Varnish Cache is a caching HTTP reverse proxy that speeds up your sites by storing the compressed Page Source in memory.
Static files like CSS, JS, and Images are NOT being stored in Varnish Cache because NGINX delivers them faster.

When you open your site, e.g., https://www.domain.com, the request goes to NGINX, where SSL/TLS gets terminated.
If the request is a static file like a Stylesheet, Javascript, or an Image, it gets delivered immediately by NGINX.
All other requests are forwarded to Varnish Cache (Port 6081).

If Varnish Cache has a cache entry for a request, the page source gets immediately returned from memory without being processed by PHP-FPM.

If no cache entry exists, the request gets forwarded by Varnish Cache to NGINX port 8080, where it gets processed by the PHP Application via PHP-FPM.

Vhost Explanation

The Vhost below is being used for WordPress/WooCommerce.

In line 1-14 a redirect for domain.com takes place. All requests from http and https are redirected via 301 to https://www.domain.com.

The static files like CSS, JS, and Images are delivered at line 84-92.
All other requests are going through the location /, line 66-82.

At line 67, you see the placeholder {{varnish_proxy_pass}}.

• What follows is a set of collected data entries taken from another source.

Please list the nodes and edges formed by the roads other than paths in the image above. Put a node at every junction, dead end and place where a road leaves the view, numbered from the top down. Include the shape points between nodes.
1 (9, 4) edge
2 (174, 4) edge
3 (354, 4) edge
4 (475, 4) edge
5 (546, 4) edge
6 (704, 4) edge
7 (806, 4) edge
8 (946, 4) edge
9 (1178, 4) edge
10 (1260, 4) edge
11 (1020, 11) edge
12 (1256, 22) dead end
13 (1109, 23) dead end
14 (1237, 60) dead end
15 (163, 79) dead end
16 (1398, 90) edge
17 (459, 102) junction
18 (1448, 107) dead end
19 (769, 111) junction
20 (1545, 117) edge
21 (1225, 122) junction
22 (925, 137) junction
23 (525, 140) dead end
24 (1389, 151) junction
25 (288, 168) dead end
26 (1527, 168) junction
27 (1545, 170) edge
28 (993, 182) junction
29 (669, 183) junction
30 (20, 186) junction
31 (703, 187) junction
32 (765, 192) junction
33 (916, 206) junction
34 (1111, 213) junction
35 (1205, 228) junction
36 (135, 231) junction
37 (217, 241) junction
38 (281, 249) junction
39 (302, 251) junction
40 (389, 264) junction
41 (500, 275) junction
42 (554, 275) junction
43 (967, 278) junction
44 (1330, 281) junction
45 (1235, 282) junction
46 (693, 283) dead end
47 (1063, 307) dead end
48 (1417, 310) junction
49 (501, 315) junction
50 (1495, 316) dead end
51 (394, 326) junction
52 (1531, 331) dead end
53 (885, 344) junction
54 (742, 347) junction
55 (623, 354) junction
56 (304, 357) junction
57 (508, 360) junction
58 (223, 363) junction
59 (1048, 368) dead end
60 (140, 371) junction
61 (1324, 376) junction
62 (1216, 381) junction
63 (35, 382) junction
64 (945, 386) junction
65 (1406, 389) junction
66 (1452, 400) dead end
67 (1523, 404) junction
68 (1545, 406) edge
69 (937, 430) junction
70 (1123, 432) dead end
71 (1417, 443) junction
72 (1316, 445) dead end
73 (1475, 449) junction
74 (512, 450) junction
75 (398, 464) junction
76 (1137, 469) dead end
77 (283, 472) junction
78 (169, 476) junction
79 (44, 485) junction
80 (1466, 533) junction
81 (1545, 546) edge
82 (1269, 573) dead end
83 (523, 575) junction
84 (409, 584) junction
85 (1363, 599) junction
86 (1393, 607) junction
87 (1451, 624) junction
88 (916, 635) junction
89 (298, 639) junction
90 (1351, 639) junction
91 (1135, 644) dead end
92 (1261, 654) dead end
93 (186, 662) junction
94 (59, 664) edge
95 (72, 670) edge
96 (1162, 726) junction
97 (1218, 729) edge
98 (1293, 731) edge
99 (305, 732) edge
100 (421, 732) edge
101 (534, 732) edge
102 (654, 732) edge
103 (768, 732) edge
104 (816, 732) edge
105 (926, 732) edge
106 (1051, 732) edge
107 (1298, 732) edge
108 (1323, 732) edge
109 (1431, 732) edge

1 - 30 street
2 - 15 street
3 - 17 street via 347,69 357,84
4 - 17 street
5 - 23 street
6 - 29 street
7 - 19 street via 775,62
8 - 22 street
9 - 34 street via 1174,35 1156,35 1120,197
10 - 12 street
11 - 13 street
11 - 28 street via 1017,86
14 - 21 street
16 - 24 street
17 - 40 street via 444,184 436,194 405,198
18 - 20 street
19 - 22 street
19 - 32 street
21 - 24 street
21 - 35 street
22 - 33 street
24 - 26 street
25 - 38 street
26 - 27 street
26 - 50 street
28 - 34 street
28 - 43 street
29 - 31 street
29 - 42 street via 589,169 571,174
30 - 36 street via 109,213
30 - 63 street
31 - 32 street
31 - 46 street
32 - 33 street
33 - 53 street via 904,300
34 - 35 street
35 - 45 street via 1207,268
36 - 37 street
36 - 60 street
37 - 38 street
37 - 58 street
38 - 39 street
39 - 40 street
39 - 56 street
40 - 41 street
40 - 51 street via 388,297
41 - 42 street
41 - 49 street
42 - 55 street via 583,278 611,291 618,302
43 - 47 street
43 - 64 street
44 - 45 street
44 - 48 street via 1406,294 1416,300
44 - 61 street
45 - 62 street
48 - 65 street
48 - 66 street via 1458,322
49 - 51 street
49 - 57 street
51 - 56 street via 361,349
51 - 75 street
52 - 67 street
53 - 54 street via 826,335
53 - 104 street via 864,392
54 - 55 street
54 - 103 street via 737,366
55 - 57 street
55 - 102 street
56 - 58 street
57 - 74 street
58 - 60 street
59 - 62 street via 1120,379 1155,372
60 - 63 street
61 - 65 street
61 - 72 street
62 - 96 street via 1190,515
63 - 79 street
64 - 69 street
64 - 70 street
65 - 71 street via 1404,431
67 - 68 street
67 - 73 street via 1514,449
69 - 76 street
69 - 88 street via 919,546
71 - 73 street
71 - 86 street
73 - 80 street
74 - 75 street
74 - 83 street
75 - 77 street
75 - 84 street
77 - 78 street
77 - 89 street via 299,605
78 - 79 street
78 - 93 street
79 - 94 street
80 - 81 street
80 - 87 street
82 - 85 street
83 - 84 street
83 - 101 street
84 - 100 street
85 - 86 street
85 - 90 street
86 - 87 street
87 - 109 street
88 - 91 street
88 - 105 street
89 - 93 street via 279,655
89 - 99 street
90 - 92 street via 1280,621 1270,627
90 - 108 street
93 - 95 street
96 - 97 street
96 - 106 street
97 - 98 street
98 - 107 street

When Varnish Cache is disabled, the rendered value for this placeholder is:

proxy_pass http://127.0.0.1:8080;

When Varnish Cache is enabled, it uses the value of Varnish Server from the Varnish Cache Settings, e.g.,

proxy_pass http://127.0.0.1:6081;

Lines 48-64 are special for WordPress/WooCommerce.

All requests to /wp-admin/ and wp-login.php are bypassed, meaning they are NOT going through Varnish Cache; they are forwarded to port 8080 (see lines 99-134), where they get processed by the PHP Application via PHP-FPM.